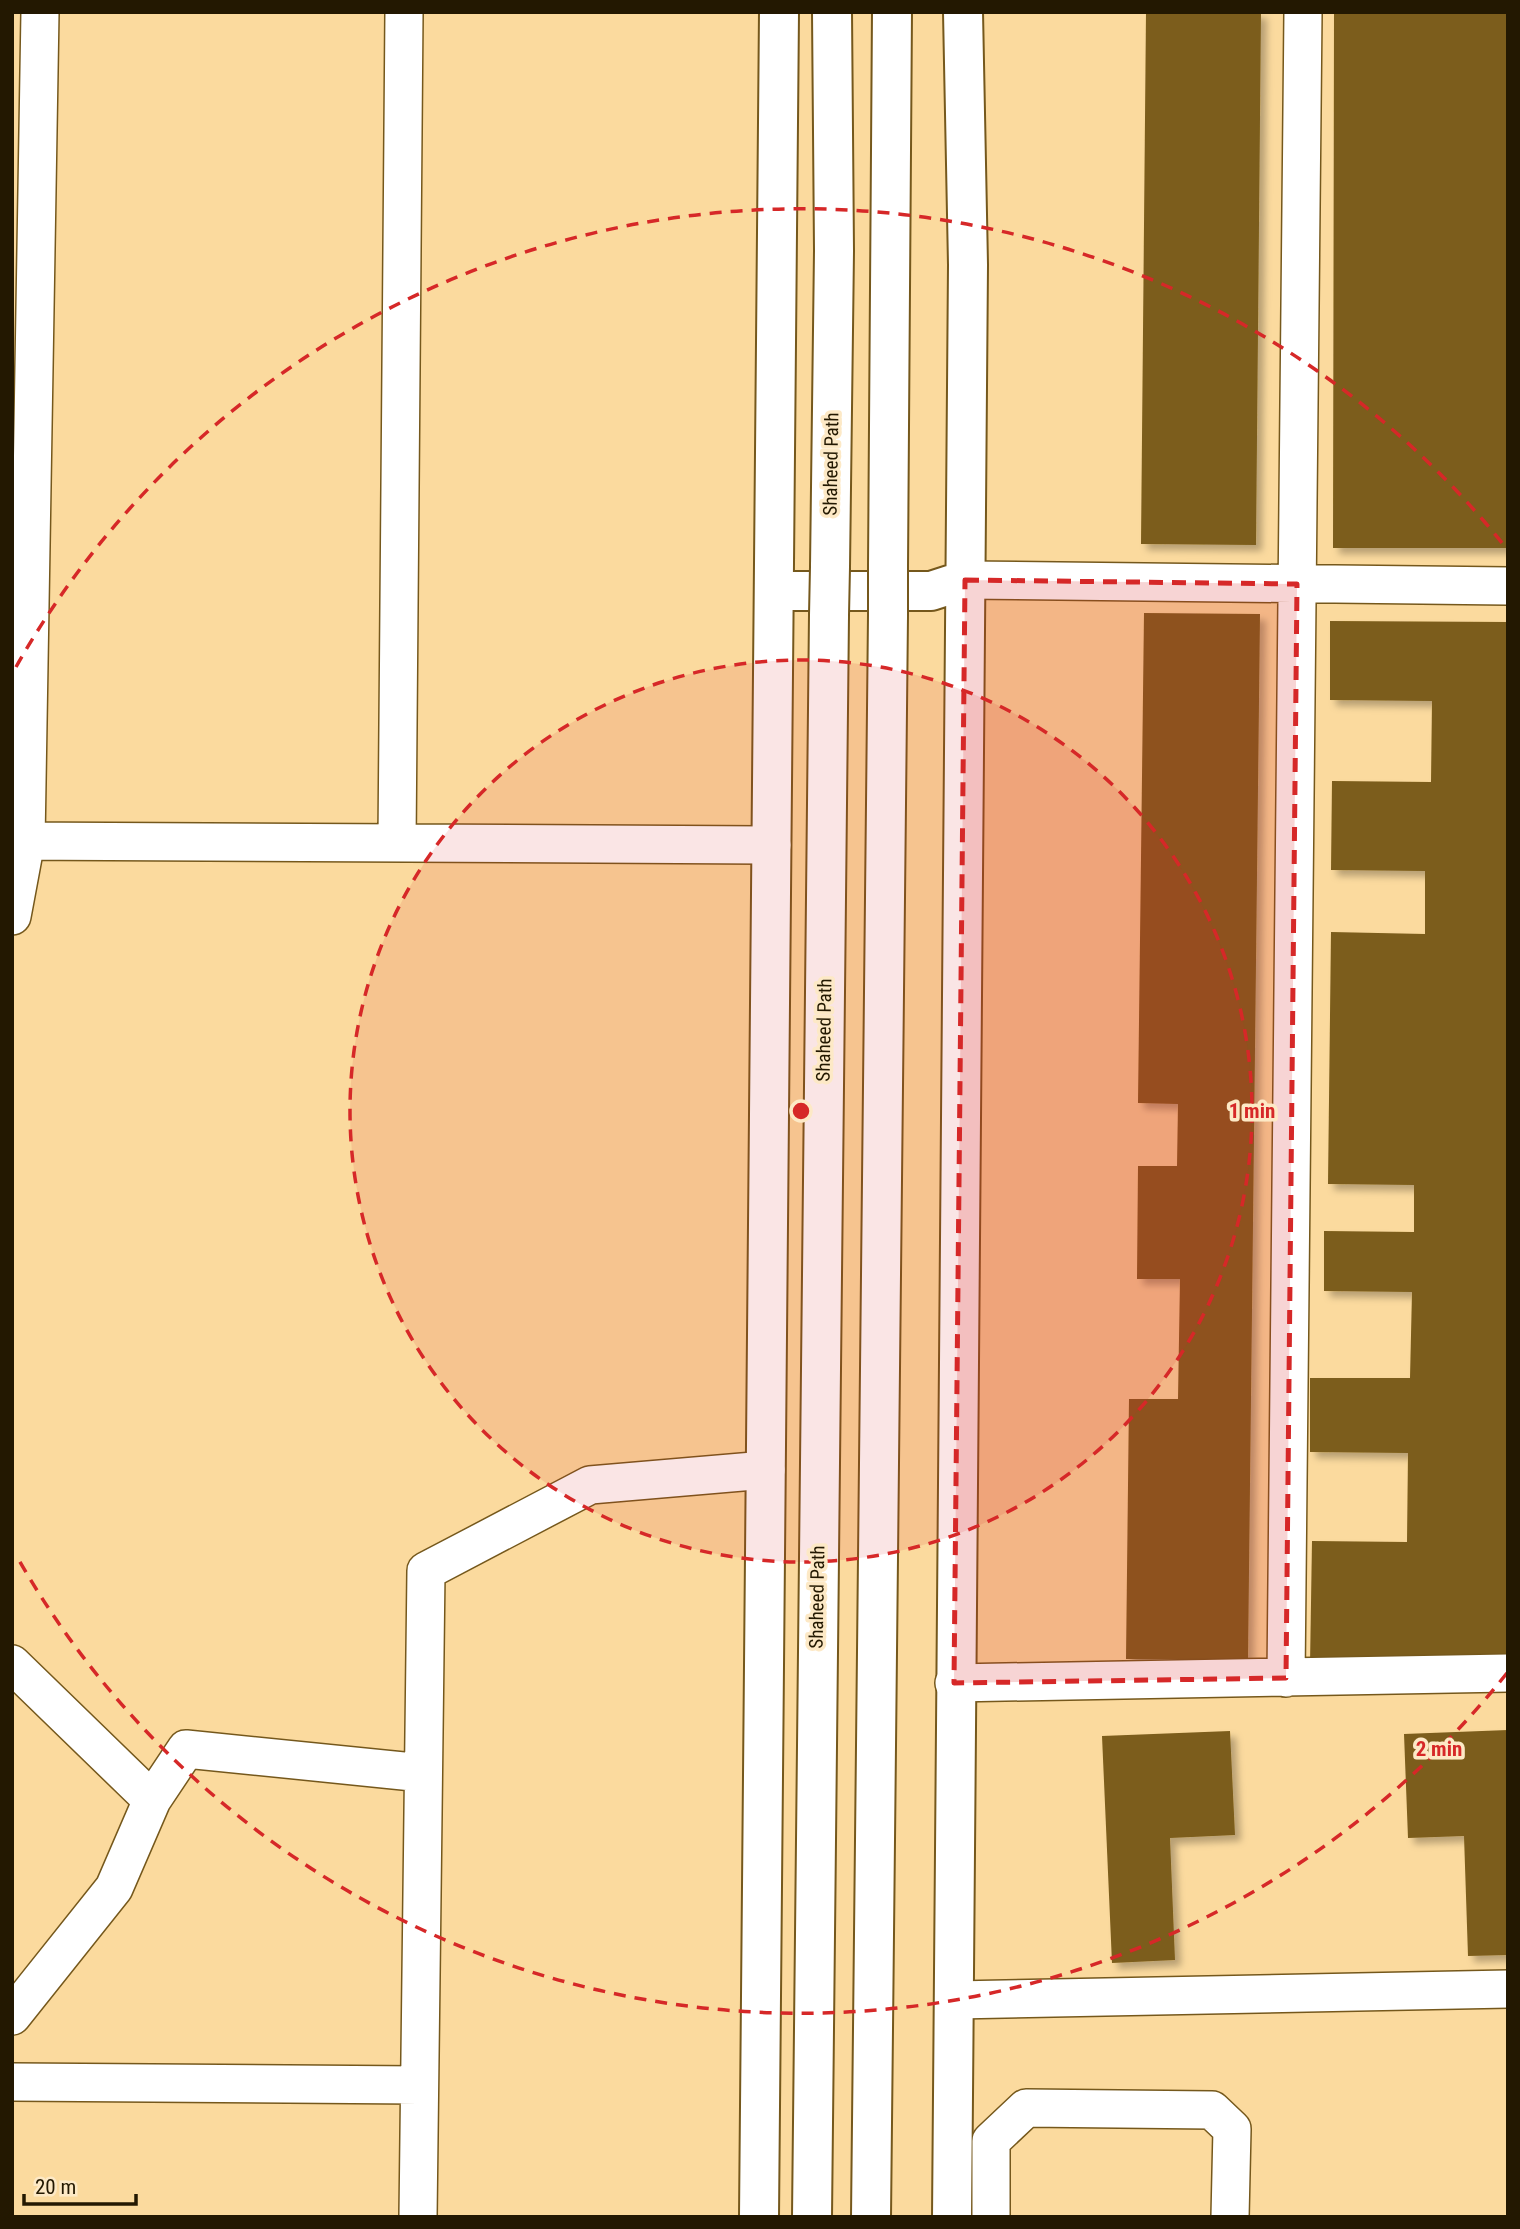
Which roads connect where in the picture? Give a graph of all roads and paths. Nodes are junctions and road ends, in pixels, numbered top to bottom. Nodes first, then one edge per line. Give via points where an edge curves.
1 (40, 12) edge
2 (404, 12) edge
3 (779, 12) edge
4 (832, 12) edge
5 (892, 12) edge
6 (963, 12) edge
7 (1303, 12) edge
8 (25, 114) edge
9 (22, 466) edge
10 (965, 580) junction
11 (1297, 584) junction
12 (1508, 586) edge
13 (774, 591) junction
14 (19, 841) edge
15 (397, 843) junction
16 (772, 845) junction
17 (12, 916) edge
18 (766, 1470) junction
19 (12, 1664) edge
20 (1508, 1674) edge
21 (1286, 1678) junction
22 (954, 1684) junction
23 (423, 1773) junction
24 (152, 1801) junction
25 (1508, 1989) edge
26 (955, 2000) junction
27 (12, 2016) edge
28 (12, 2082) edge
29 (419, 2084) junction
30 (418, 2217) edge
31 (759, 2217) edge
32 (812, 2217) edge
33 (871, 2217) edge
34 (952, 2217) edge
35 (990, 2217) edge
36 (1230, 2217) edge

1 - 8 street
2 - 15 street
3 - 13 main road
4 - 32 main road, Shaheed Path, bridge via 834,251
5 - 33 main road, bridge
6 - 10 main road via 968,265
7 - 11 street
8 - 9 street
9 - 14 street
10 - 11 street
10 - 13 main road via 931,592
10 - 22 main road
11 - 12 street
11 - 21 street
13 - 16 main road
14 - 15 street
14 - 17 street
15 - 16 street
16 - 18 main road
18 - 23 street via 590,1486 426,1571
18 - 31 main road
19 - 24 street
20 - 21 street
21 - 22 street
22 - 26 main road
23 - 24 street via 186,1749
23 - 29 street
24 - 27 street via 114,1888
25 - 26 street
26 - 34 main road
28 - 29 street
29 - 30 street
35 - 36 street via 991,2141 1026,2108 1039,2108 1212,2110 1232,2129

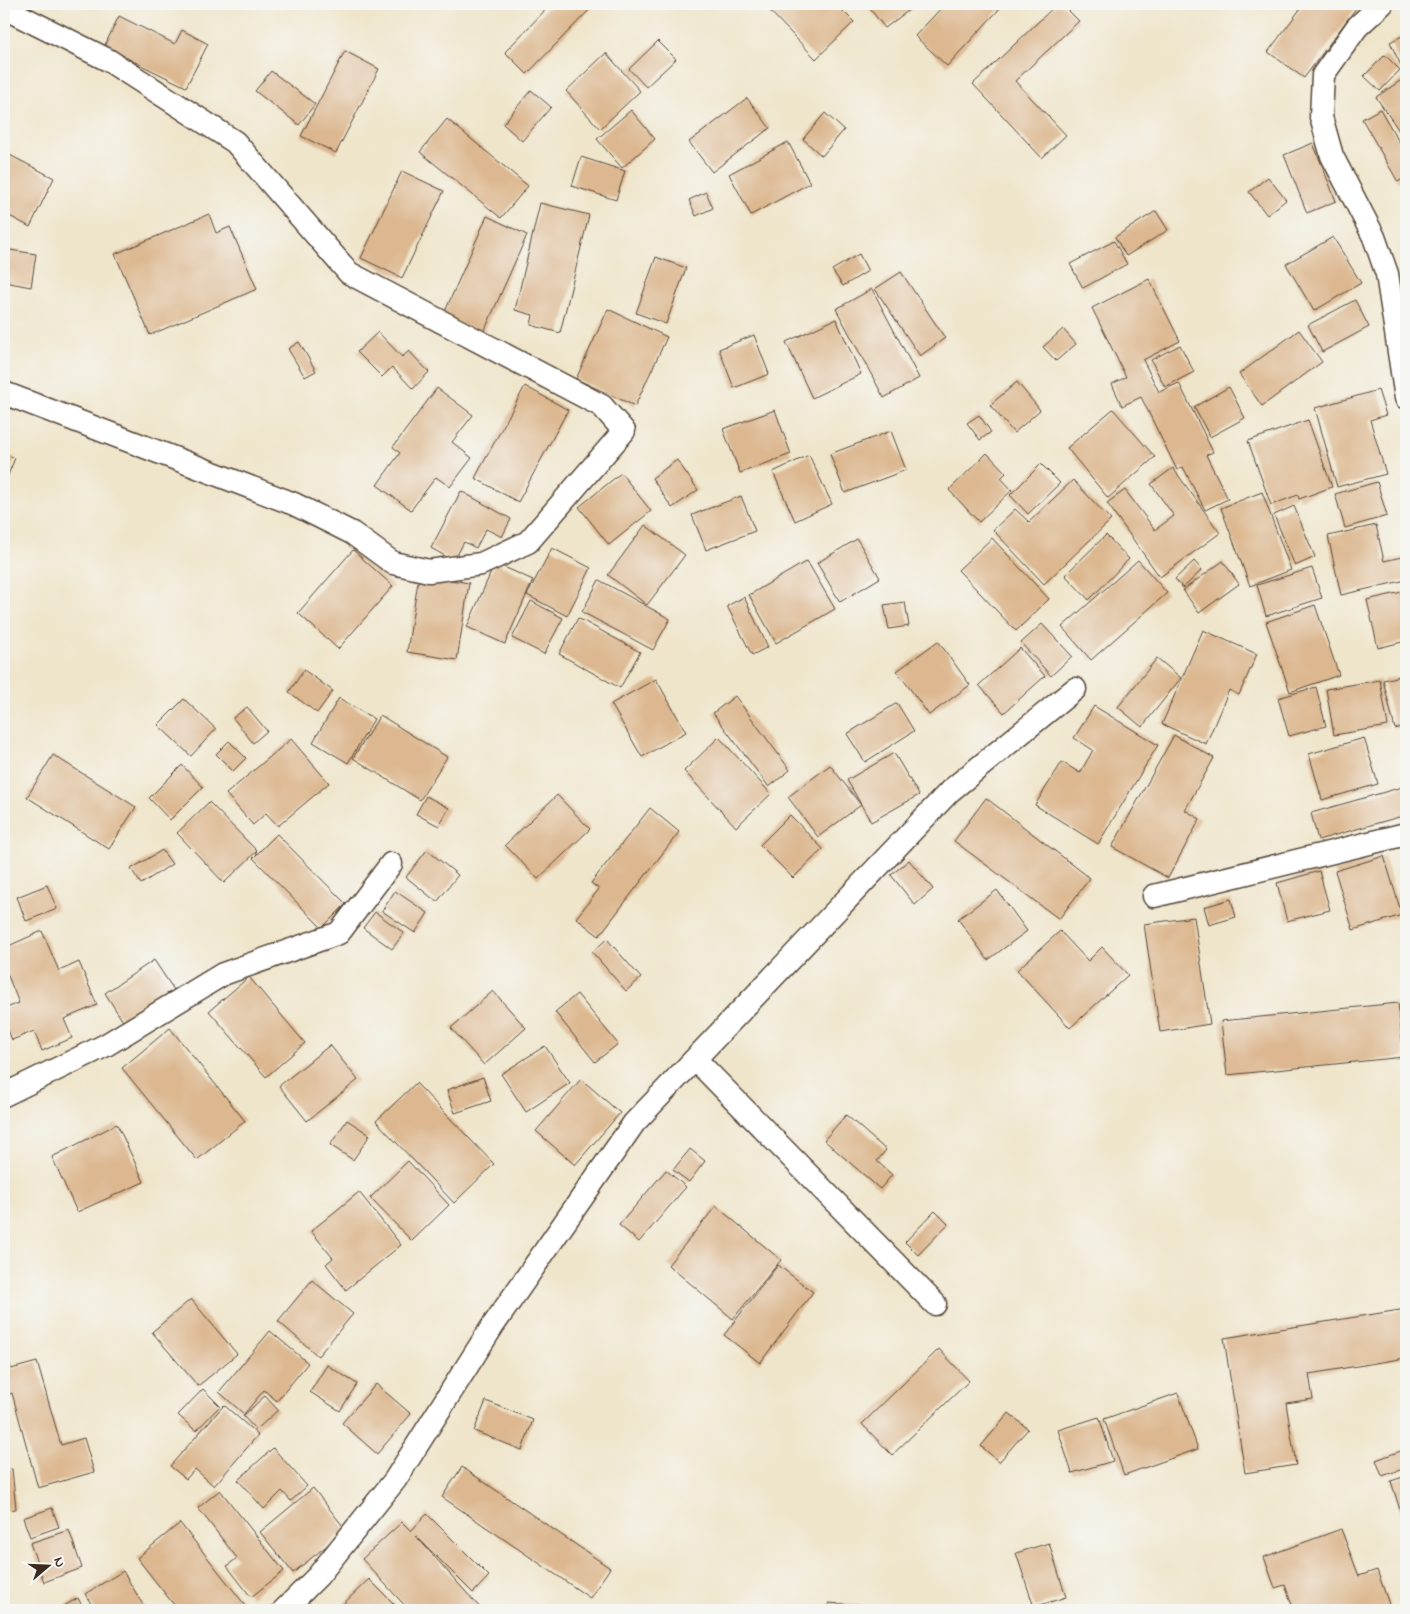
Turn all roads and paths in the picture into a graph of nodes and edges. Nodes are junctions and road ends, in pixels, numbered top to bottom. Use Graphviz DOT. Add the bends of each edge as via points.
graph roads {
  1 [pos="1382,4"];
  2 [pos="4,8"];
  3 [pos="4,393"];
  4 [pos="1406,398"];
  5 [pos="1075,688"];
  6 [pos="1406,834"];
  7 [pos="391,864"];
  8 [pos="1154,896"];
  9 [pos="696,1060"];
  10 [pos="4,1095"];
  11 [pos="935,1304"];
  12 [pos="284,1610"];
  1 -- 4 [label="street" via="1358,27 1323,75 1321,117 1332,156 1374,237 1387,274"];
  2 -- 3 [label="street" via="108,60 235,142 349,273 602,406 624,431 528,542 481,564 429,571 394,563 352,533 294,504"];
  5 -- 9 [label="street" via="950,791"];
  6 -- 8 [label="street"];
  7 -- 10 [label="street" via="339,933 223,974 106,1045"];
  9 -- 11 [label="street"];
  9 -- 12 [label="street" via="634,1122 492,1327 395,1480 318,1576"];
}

***

Task:
For this exercise, please retype exactly the lines in the listing from the line with "Turn all roads" through its last line, both ends included.

Answer to this task:
Turn all roads and paths in the picture into a graph of nodes and edges. Nodes are junctions and road ends, in pixels, numbered top to bottom. Use Graphviz DOT. Add the bends of each edge as via points.
graph roads {
  1 [pos="1382,4"];
  2 [pos="4,8"];
  3 [pos="4,393"];
  4 [pos="1406,398"];
  5 [pos="1075,688"];
  6 [pos="1406,834"];
  7 [pos="391,864"];
  8 [pos="1154,896"];
  9 [pos="696,1060"];
  10 [pos="4,1095"];
  11 [pos="935,1304"];
  12 [pos="284,1610"];
  1 -- 4 [label="street" via="1358,27 1323,75 1321,117 1332,156 1374,237 1387,274"];
  2 -- 3 [label="street" via="108,60 235,142 349,273 602,406 624,431 528,542 481,564 429,571 394,563 352,533 294,504"];
  5 -- 9 [label="street" via="950,791"];
  6 -- 8 [label="street"];
  7 -- 10 [label="street" via="339,933 223,974 106,1045"];
  9 -- 11 [label="street"];
  9 -- 12 [label="street" via="634,1122 492,1327 395,1480 318,1576"];
}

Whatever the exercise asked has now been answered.